### GOAL OF THE EXERCISE
Begin at the line containing "[4,132,134,4]" and end at the final line of the entries. Please reproduce those lines exactly.

### RECORDS FOR THIS EXERCISE
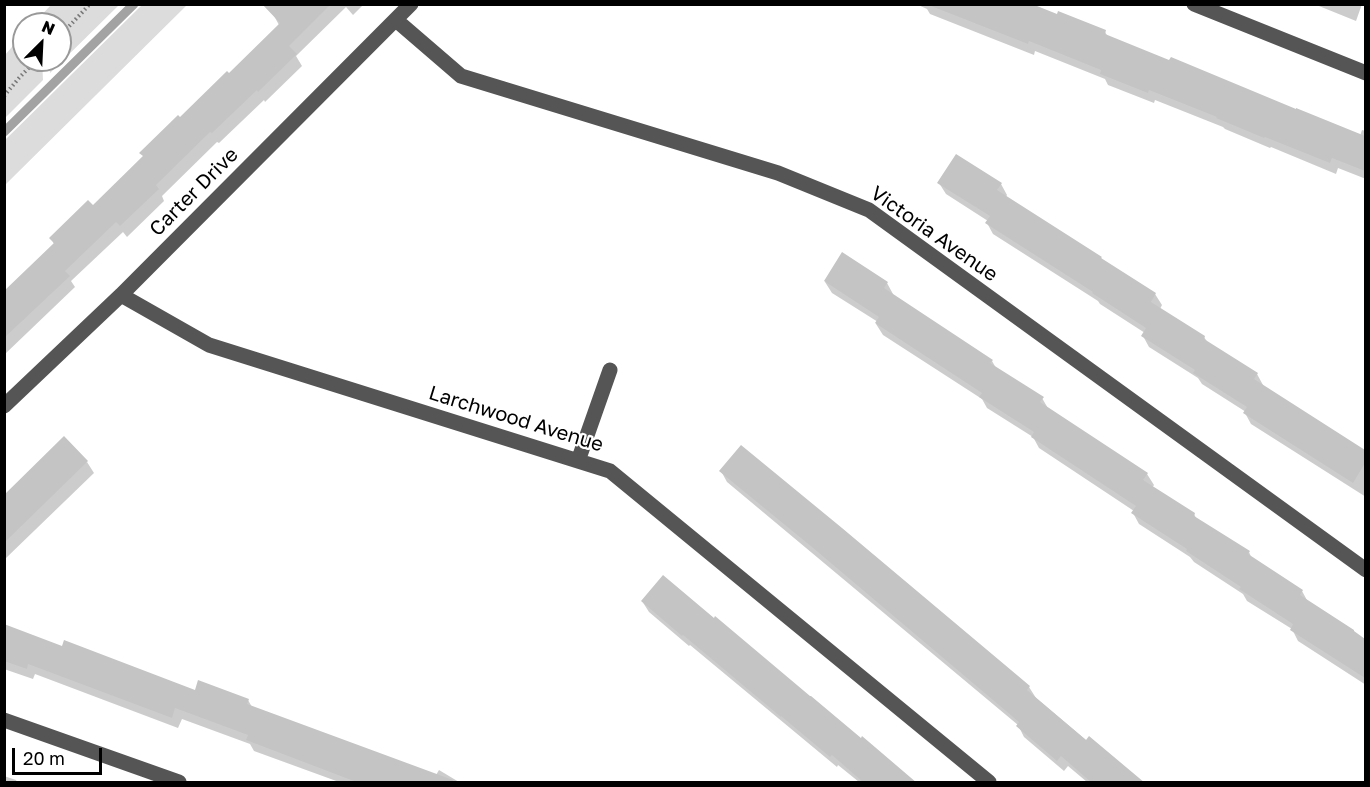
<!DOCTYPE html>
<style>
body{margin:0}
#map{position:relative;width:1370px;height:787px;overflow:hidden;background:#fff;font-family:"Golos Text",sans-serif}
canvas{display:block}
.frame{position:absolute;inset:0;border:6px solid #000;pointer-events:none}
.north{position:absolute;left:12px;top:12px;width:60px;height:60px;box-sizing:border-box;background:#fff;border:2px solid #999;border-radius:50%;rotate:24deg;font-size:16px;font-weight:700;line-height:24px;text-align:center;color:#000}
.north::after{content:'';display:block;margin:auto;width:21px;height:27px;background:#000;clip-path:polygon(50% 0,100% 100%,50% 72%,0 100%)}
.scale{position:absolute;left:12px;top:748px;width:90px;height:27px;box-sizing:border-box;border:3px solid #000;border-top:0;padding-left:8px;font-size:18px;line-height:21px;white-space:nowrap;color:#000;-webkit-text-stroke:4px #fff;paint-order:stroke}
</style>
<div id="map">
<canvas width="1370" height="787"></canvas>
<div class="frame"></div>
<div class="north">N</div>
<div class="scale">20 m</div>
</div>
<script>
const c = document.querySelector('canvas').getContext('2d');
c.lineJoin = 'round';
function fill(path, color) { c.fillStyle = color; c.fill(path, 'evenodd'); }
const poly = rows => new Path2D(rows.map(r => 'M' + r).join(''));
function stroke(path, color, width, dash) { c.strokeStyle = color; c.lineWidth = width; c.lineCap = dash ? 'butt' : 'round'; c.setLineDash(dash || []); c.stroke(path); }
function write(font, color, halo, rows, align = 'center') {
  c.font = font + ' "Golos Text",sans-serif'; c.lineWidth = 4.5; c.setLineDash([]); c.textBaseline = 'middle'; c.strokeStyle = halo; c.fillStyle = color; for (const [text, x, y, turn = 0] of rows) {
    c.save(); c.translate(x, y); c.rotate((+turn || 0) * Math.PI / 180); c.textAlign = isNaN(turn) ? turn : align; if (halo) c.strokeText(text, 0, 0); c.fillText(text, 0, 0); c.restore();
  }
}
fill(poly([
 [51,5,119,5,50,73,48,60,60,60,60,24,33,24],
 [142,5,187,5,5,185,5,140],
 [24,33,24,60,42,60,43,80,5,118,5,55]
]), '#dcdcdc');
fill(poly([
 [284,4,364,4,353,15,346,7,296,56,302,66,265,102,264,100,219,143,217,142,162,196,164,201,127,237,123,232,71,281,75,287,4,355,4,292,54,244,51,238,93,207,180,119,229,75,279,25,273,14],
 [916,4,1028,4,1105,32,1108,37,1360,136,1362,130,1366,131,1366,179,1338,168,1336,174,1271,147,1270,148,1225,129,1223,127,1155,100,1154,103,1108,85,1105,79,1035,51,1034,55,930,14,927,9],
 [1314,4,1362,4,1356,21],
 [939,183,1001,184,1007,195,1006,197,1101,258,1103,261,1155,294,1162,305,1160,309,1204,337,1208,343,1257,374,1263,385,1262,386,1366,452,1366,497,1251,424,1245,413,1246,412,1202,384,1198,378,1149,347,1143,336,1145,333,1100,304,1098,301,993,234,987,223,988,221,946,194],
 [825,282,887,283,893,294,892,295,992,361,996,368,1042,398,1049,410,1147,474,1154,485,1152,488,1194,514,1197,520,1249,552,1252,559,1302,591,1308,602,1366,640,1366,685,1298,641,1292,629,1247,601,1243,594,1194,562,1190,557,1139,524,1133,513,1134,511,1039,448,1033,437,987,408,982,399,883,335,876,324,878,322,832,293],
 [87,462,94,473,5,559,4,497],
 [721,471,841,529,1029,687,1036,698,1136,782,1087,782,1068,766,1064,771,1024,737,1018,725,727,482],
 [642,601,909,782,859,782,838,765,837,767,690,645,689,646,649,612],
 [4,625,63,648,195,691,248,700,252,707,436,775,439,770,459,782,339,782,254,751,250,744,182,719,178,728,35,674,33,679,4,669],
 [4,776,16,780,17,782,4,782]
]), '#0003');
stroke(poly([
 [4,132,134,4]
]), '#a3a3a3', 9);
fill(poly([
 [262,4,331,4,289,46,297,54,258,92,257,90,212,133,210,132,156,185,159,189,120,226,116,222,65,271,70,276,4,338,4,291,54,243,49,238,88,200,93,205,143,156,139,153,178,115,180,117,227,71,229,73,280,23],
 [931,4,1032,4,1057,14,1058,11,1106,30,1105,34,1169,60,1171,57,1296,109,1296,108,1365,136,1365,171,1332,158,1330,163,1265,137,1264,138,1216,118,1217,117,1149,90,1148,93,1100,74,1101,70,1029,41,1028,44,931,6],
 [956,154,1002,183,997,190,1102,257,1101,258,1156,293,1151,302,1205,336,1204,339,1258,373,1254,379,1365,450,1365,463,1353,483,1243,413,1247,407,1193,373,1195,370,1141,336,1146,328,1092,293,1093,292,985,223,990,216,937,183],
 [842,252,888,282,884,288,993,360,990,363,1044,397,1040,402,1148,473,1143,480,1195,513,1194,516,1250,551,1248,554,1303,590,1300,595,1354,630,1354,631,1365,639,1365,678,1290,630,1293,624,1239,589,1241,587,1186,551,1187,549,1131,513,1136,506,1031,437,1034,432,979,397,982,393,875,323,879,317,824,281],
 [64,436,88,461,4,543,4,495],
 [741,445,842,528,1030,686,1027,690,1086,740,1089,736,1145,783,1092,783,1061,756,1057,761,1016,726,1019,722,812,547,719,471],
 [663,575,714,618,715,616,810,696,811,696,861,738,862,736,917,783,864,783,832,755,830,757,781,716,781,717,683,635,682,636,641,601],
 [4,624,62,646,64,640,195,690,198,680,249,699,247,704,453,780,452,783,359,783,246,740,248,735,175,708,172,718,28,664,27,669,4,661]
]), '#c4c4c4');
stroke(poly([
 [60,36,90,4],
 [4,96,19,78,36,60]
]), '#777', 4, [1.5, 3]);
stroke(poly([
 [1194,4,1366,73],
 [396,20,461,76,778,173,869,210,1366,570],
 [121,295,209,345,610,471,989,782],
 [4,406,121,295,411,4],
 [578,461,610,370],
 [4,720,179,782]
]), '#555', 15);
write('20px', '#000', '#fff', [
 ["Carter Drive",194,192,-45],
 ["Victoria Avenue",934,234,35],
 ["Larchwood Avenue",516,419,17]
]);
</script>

### SOLUTION
 [4,132,134,4]
]), '#a3a3a3', 9);
fill(poly([
 [262,4,331,4,289,46,297,54,258,92,257,90,212,133,210,132,156,185,159,189,120,226,116,222,65,271,70,276,4,338,4,291,54,243,49,238,88,200,93,205,143,156,139,153,178,115,180,117,227,71,229,73,280,23],
 [931,4,1032,4,1057,14,1058,11,1106,30,1105,34,1169,60,1171,57,1296,109,1296,108,1365,136,1365,171,1332,158,1330,163,1265,137,1264,138,1216,118,1217,117,1149,90,1148,93,1100,74,1101,70,1029,41,1028,44,931,6],
 [956,154,1002,183,997,190,1102,257,1101,258,1156,293,1151,302,1205,336,1204,339,1258,373,1254,379,1365,450,1365,463,1353,483,1243,413,1247,407,1193,373,1195,370,1141,336,1146,328,1092,293,1093,292,985,223,990,216,937,183],
 [842,252,888,282,884,288,993,360,990,363,1044,397,1040,402,1148,473,1143,480,1195,513,1194,516,1250,551,1248,554,1303,590,1300,595,1354,630,1354,631,1365,639,1365,678,1290,630,1293,624,1239,589,1241,587,1186,551,1187,549,1131,513,1136,506,1031,437,1034,432,979,397,982,393,875,323,879,317,824,281],
 [64,436,88,461,4,543,4,495],
 [741,445,842,528,1030,686,1027,690,1086,740,1089,736,1145,783,1092,783,1061,756,1057,761,1016,726,1019,722,812,547,719,471],
 [663,575,714,618,715,616,810,696,811,696,861,738,862,736,917,783,864,783,832,755,830,757,781,716,781,717,683,635,682,636,641,601],
 [4,624,62,646,64,640,195,690,198,680,249,699,247,704,453,780,452,783,359,783,246,740,248,735,175,708,172,718,28,664,27,669,4,661]
]), '#c4c4c4');
stroke(poly([
 [60,36,90,4],
 [4,96,19,78,36,60]
]), '#777', 4, [1.5, 3]);
stroke(poly([
 [1194,4,1366,73],
 [396,20,461,76,778,173,869,210,1366,570],
 [121,295,209,345,610,471,989,782],
 [4,406,121,295,411,4],
 [578,461,610,370],
 [4,720,179,782]
]), '#555', 15);
write('20px', '#000', '#fff', [
 ["Carter Drive",194,192,-45],
 ["Victoria Avenue",934,234,35],
 ["Larchwood Avenue",516,419,17]
]);
</script>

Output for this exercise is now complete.